Passos firmes, o olhar atento, fala pausada, e cada palavra bem pensada. “O seguinte é esse: O ‘sabido’ não berra, e quem faz não diz” ensina seu Severino Luiz dos Santos, de 96 anos, nascido em 20 de outubro de 1927.
Cercado de suas filhas, que são os seus tesouros, sentado na sua poltrona no canto da parede de sua casa, localizada nas proximidades da grota, ele conta orgulhoso sobre seus mais de 30 anos de vaqueiro veterinário, dos dias que viveu fazendo partos de bezerros, laçando gado, aplicando vacinas, cuidando do pasto. “O cavalo tem lugar certo de vacinar, o boi não.” explica.
Seu Severino se casou aos 21 anos e viveu 60 anos ao lado de Dona Maria dos Santos, falecida há 14 anos completados no dia 21/02, data desta entrevista. Com respeito e muito orgulho, ele lembra dela e de como cuidou da casa e dos filhos. Foi com a dona Maria que ele teve 16 filhos, mas destes apenas 6 ficaram vivos. Eram outros tempos, sem acesso a vacinas, acompanhamento médico e remédios.
Seu Severino traz a sensação de estar na Paraíba, falando de Tananduba, sítio na cidade de Guarabira onde trabalhou e de Bananeiras, cidade do interior onde nasceu, localizada a 127 quilômetros da capital do estado, João Pessoa.
Seu Severino é uma história viva. Veio à “cidade maravilhosa” cinco vezes. A primeira foi em um pau de arara, caminhão com bancos de madeira sem conforto, nem segurança, que muitas vezes quebrava na estrada e era preciso os próprios passageiros empurrar. “Era novo, tudo era fácil”, ele diz. Para criar seus filhos, trabalhou também como servente de pedreiro em obras na Barra da Tijuca e Copacabana, e enviava cartas para manter o contato com sua família. Quando a obra acabava e a saudade apertava, voltava para casa, onde trabalhava também nas plantações, “na enxada”, como conta.
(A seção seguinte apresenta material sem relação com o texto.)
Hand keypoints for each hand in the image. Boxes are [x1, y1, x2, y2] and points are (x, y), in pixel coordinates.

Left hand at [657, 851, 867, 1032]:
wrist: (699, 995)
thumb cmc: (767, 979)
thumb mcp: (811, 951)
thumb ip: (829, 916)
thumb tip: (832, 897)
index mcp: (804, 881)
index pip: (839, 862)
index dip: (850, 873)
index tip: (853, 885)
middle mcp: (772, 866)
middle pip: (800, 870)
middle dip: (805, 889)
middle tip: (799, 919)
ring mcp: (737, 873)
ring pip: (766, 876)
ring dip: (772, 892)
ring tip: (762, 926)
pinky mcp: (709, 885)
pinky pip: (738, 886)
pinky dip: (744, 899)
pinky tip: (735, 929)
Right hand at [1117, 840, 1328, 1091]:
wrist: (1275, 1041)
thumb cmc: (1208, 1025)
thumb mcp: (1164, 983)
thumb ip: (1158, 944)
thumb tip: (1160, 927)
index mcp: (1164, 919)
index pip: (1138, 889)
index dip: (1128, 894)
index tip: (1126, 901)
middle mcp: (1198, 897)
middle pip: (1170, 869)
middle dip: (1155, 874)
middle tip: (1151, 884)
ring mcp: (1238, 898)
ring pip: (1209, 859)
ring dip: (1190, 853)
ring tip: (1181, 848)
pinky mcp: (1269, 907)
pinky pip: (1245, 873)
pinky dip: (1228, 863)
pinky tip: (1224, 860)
Foi assim também que criou seus filhos, ensinou a cultivar a terra e dela colher os frutos suficientes para viverem, com a agricultura de subsistência. Aprendeu muito, sem saber ler nem escrever. Ele diz que foi criado sem seu pai de quem sente falta. Teve uma mãe que precisou ter pulso forte para criar os filhos e trabalhar.
A vinda para o Complexo do Alemão aconteceu naturalmente. Depois que suas filhas vieram, já idoso, vendeu seu terreno na Paraíba e se mudou com a esposa para o CPX. Hoje não pensa mais em voltar para o nordeste. O irmão e um filho ainda moram lá. A alegria que tem agora é morar sossegado em sua casa, onde faz sua própria comida, assiste aos jogos do Flamengo, time que torce desde jovem. Um dos maiores jogadores na opinião de Seu Severino é o atacante Pedro, camisa 9. O Flamengo é um dos únicos motivos que fazem ele dormir depois das 21h. A outra paixão é ouvir forró no rádio. Timidamente ele diz que não dança mais “porque as pernas não aguentam”, mas quando ouve o som da sanfona, arrasta o pé mostrando domínio na dança.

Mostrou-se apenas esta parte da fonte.